*** Block opens ***
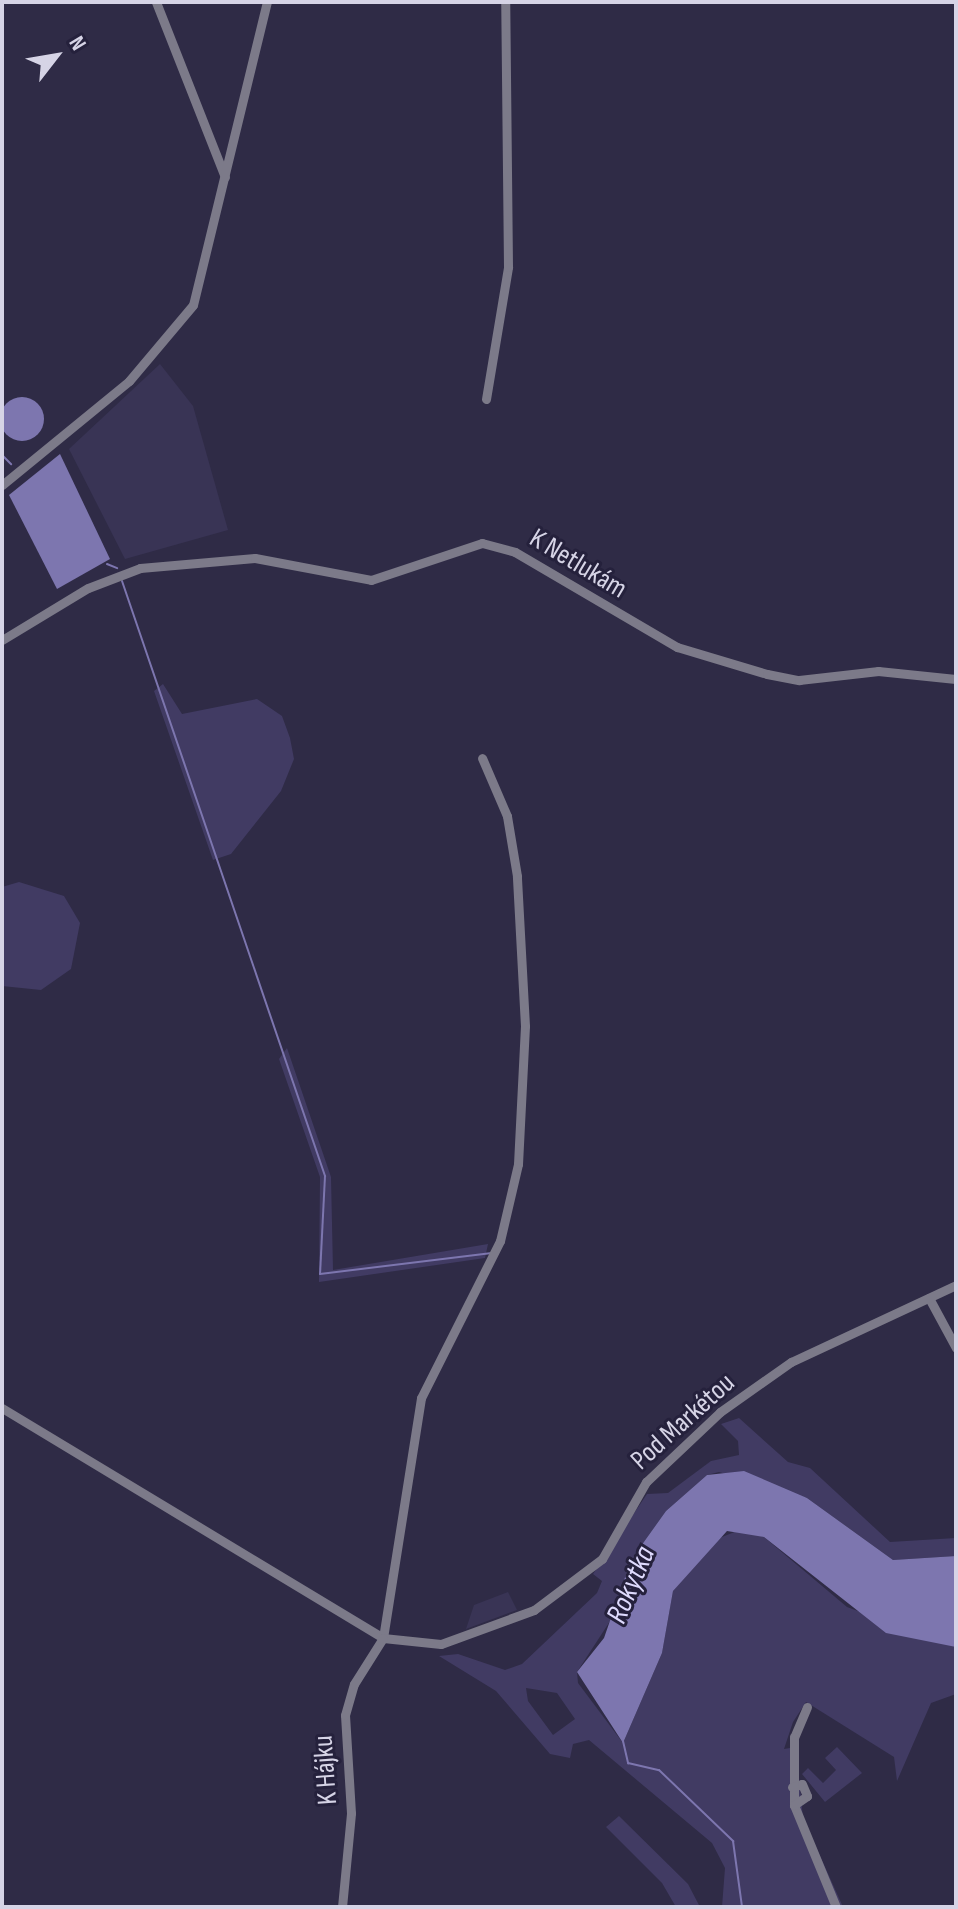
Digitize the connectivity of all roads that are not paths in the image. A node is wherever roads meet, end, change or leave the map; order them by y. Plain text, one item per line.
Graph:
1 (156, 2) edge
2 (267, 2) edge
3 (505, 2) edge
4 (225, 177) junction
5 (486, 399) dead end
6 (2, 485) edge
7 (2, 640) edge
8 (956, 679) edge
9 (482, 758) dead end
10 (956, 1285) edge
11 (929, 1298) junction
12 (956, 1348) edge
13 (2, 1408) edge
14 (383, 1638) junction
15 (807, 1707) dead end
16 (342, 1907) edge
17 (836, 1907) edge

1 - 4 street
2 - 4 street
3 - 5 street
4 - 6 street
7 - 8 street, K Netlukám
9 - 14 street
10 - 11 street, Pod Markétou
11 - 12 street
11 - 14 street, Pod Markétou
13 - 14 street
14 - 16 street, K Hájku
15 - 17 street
*** Block closes ***
[Exercise objective]
All lines above must be repeated exactly, and the pictures must be omitted.

[Reply]
Digitize the connectivity of all roads that are not paths in the image. A node is wherever roads meet, end, change or leave the map; order them by y. Plain text, one item per line.
Graph:
1 (156, 2) edge
2 (267, 2) edge
3 (505, 2) edge
4 (225, 177) junction
5 (486, 399) dead end
6 (2, 485) edge
7 (2, 640) edge
8 (956, 679) edge
9 (482, 758) dead end
10 (956, 1285) edge
11 (929, 1298) junction
12 (956, 1348) edge
13 (2, 1408) edge
14 (383, 1638) junction
15 (807, 1707) dead end
16 (342, 1907) edge
17 (836, 1907) edge

1 - 4 street
2 - 4 street
3 - 5 street
4 - 6 street
7 - 8 street, K Netlukám
9 - 14 street
10 - 11 street, Pod Markétou
11 - 12 street
11 - 14 street, Pod Markétou
13 - 14 street
14 - 16 street, K Hájku
15 - 17 street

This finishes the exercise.